→ **AIM OF THE TASK**
Set down exactly, and only, the lines from the one with "ctx.strokeRect(637, 735, 676, 451);" to the final line of the entries, both included.

==============================

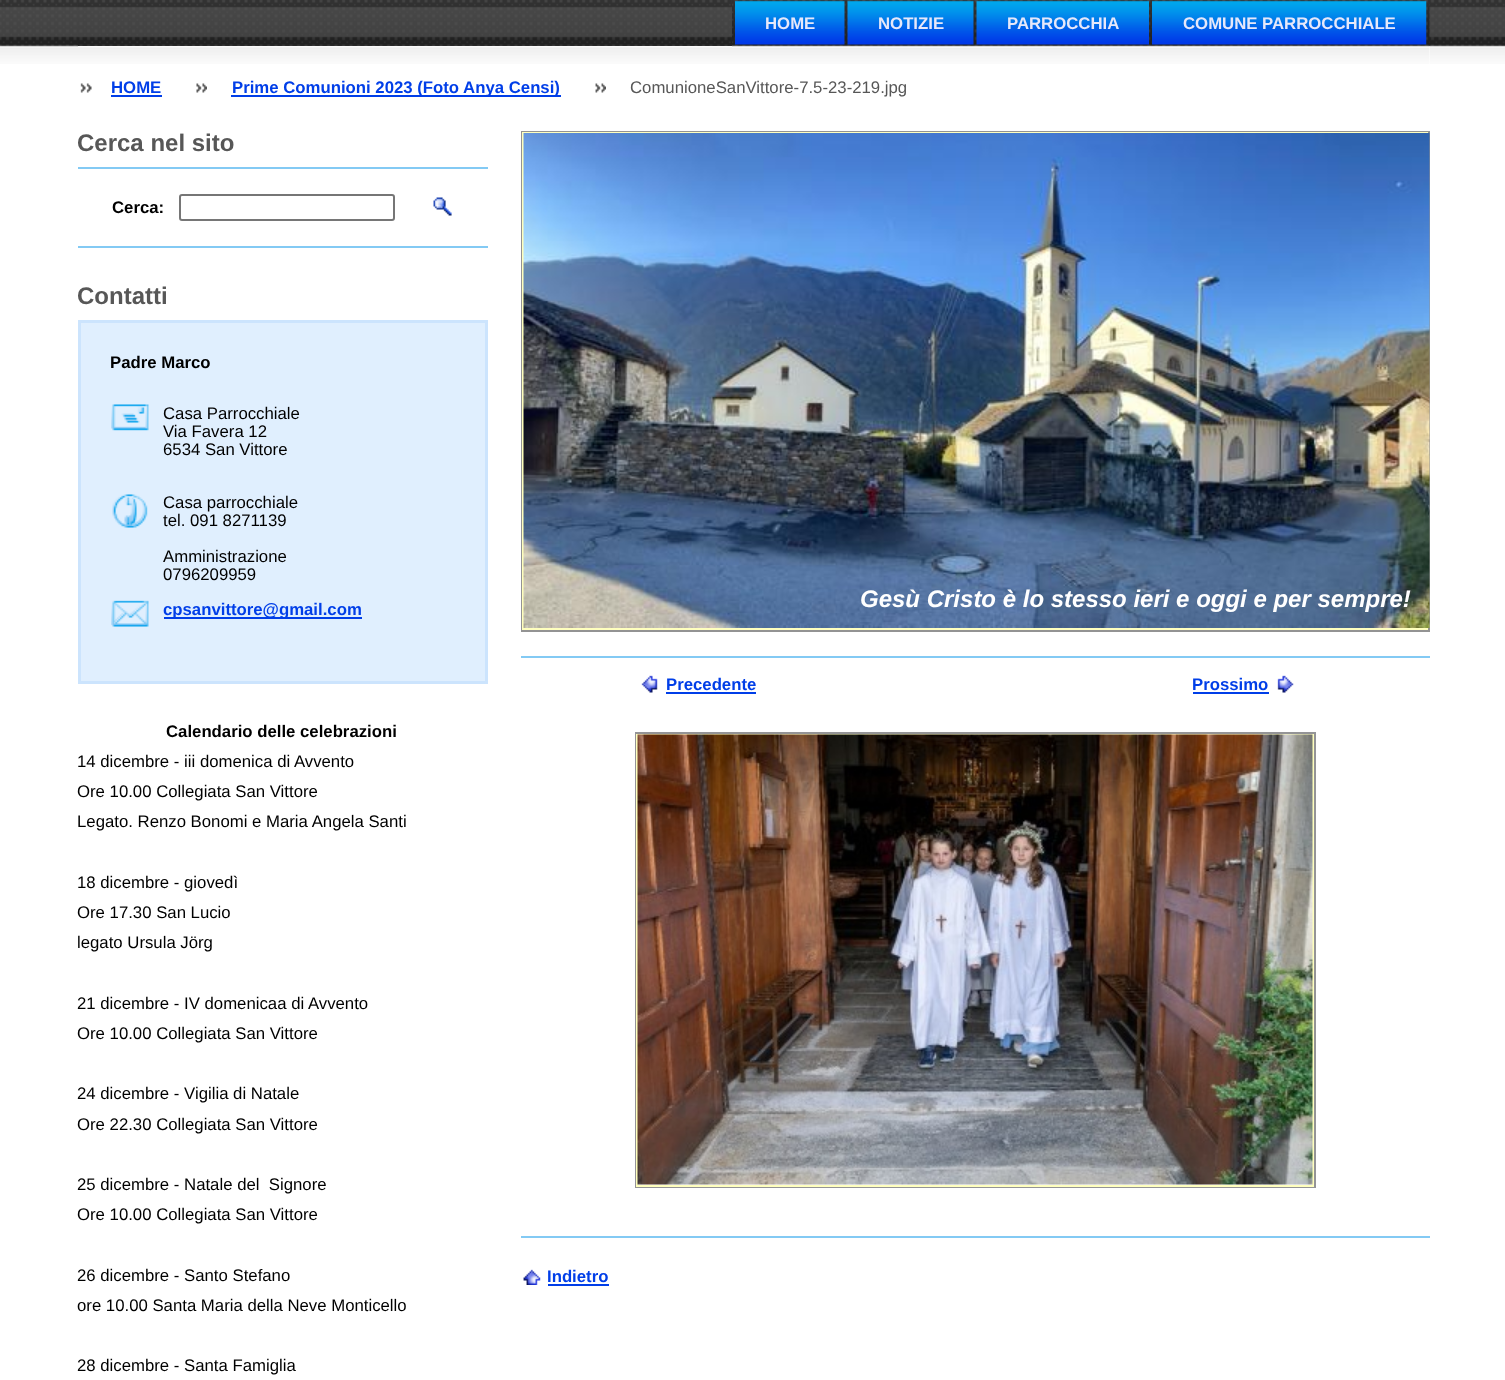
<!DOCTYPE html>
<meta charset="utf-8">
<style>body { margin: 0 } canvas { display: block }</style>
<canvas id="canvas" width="1505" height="1380"></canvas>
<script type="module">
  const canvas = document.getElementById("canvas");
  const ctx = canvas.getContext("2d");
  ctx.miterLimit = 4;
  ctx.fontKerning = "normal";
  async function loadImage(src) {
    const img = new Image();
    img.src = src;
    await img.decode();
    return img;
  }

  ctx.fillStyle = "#ffffff";
  ctx.fillRect(0, 0, 1505, 1380);
  ctx.drawImage(await loadImage("img1.png"), 0, 0, 1505, 64);
  ctx.drawImage(await loadImage("img2.png"), 78, 0, 1352, 46);
  ctx.fillRect(78, 47, 1352, 17);
  ctx.drawImage(await loadImage("img8.png"), 78, 46, 1352, 18);
  ctx.drawImage(await loadImage("img3.png"), 732, 0, 698, 48);
  ctx.drawImage(await loadImage("img4.png"), 735, 0, 110, 45);
  ctx.font = "bold 16.75px Liberation Sans";
  ctx.fillStyle = "#e6e8fa";
  ctx.fillText("HOME", 765, 29);
  ctx.drawImage(await loadImage("img5.png"), 847, 0, 127, 45);
  ctx.fillText("NOTIZIE", 878, 29);
  ctx.drawImage(await loadImage("img6.png"), 976, 0, 173, 45);
  ctx.fillText("PARROCCHIA", 1007, 29);
  ctx.drawImage(await loadImage("img7.png"), 1152, 0, 275, 45);
  ctx.fillText("COMUNE PARROCCHIALE", 1183, 29);
  ctx.drawImage(await loadImage("img9.png"), 80, 83, 12, 10);
  ctx.fillStyle = "#003ee8";
  ctx.fillText("HOME", 111, 93);
  ctx.fillRect(111, 95, 51, 2);
  ctx.drawImage(await loadImage("img10.png"), 196, 83, 11, 10);
  ctx.fillRect(231, 95, 330, 2);
  ctx.fillText("Prime Comunioni 2023 (Foto Anya Censi)", 232, 93);
  ctx.drawImage(await loadImage("img11.png"), 595, 83, 11, 10);
  ctx.font = "16.75px Liberation Sans";
  ctx.fillStyle = "#575757";
  ctx.fillText("ComunioneSanVittore-7.5-23-219.jpg", 630, 93);
  ctx.font = "bold 24px Liberation Sans";
  ctx.fillText("Cerca nel sito", 77, 151);
  ctx.fillStyle = "#83caf4";
  ctx.fillRect(78, 167, 410, 2);
  ctx.fillRect(78, 246, 410, 2);
  ctx.font = "bold 16.75px Liberation Sans";
  ctx.fillStyle = "#000000";
  ctx.fillText("Cerca:", 112, 213);
  ctx.beginPath();
  ctx.roundRect(180, 195, 214, 25, 2);
  ctx.strokeStyle = "#767676";
  ctx.lineWidth = 2;
  ctx.stroke();
  ctx.drawImage(await loadImage("img12.png"), 433, 197, 19, 19);
  ctx.font = "bold 24px Liberation Sans";
  ctx.fillStyle = "#575757";
  ctx.fillText("Contatti", 77, 304);
  ctx.fillStyle = "#e0effe";
  ctx.beginPath();
  ctx.rect(79.5, 321.5, 407, 361);
  ctx.fill();
  ctx.strokeStyle = "#cce4fd";
  ctx.lineWidth = 3;
  ctx.stroke();
  ctx.font = "bold 16.75px Liberation Sans";
  ctx.fillStyle = "#000000";
  ctx.fillText("Padre Marco", 110, 368);
  ctx.drawImage(await loadImage("img13.png"), 111, 404, 38, 27);
  ctx.font = "16.75px Liberation Sans";
  ctx.fillText("Casa Parrocchiale", 163, 419);
  ctx.fillText("Via Favera 12", 163, 437);
  ctx.fillText("6534 San Vittore", 163, 455);
  ctx.drawImage(await loadImage("img14.png"), 112, 494, 36, 34);
  ctx.fillText("Casa parrocchiale", 163, 508);
  ctx.fillText("tel. 091 8271139", 163, 526);
  ctx.fillText("Amministrazione", 163, 562);
  ctx.fillText("0796209959", 163, 580);
  ctx.drawImage(await loadImage("img15.png"), 111, 600, 38, 27);
  ctx.fillStyle = "#003ee8";
  ctx.fillRect(164, 617, 198, 2);
  ctx.font = "bold 16.75px Liberation Sans";
  ctx.fillText("cpsanvittore@gmail.com", 163, 615);
  ctx.fillStyle = "#000000";
  ctx.fillText("Calendario delle celebrazioni", 166, 737);
  ctx.font = "16.75px Liberation Sans";
  ctx.fillText("14 dicembre - iii domenica di Avvento", 77, 767);
  ctx.fillText("Ore 10.00 Collegiata San Vittore", 77, 797);
  ctx.fillText("Legato. Renzo Bonomi e Maria Angela Santi", 77, 827);
  ctx.fillText("18 dicembre - giovedì", 77, 888);
  ctx.fillText("Ore 17.30 San Lucio", 77, 918);
  ctx.fillText("legato Ursula Jörg", 77, 948);
  ctx.fillText("21 dicembre - IV domenicaa di Avvento", 77, 1009);
  ctx.fillText("Ore 10.00 Collegiata San Vittore", 77, 1039);
  ctx.fillText("24 dicembre - Vigilia di Natale", 77, 1099);
  ctx.fillText("Ore 22.30 Collegiata San Vittore", 77, 1130);
  ctx.fillText("25 dicembre - Natale del  Signore", 77, 1190);
  ctx.fillText("Ore 10.00 Collegiata San Vittore", 77, 1220);
  ctx.fillText("26 dicembre - Santo Stefano", 77, 1281);
  ctx.fillText("ore 10.00 Santa Maria della Neve Monticello", 77, 1311);
  ctx.fillText("28 dicembre - Santa Famiglia", 77, 1371);
  ctx.strokeStyle = "#939393";
  ctx.lineWidth = 2;
  ctx.strokeRect(522, 132, 907, 499);
  ctx.strokeStyle = "#ffffbe";
  ctx.strokeRect(523, 133, 904, 496);
  ctx.drawImage(await loadImage("img16.png"), 523, 133, 907, 495);
  ctx.font = "italic bold 24px Liberation Sans";
  ctx.fillStyle = "#ffffff";
  ctx.fillText("Gesù Cristo è lo stesso ieri e oggi e per sempre!", 860, 607);
  ctx.fillStyle = "#83caf4";
  ctx.fillRect(521, 656, 909, 2);
  ctx.fillRect(521, 1236, 909, 2);
  ctx.drawImage(await loadImage("img17.png"), 641, 675, 17, 18);
  ctx.font = "bold 16.75px Liberation Sans";
  ctx.fillStyle = "#003ee8";
  ctx.fillText("Precedente", 666, 690);
  ctx.fillRect(666, 692, 90, 2);
  ctx.fillText("Prossimo", 1192, 690);
  ctx.fillRect(1193, 692, 76, 2);
  ctx.drawImage(await loadImage("img18.png"), 1277, 675, 17, 18);
  ctx.strokeStyle = "#949496";
  ctx.strokeRect(636, 733, 679, 454);
  ctx.strokeStyle = "#ffffbe";
  ctx.strokeRect(637, 735, 676, 451);
  ctx.drawImage(await loadImage("img19.png"), 637, 734, 676, 451);
  ctx.drawImage(await loadImage("img20.png"), 523, 1269, 18, 16);
  ctx.fillText("Indietro", 547, 1282);
  ctx.fillRect(548, 1284, 61, 2);
</script>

==============================

→ **WRITTEN SOLUTION**
  ctx.strokeRect(637, 735, 676, 451);
  ctx.drawImage(await loadImage("img19.png"), 637, 734, 676, 451);
  ctx.drawImage(await loadImage("img20.png"), 523, 1269, 18, 16);
  ctx.fillText("Indietro", 547, 1282);
  ctx.fillRect(548, 1284, 61, 2);
</script>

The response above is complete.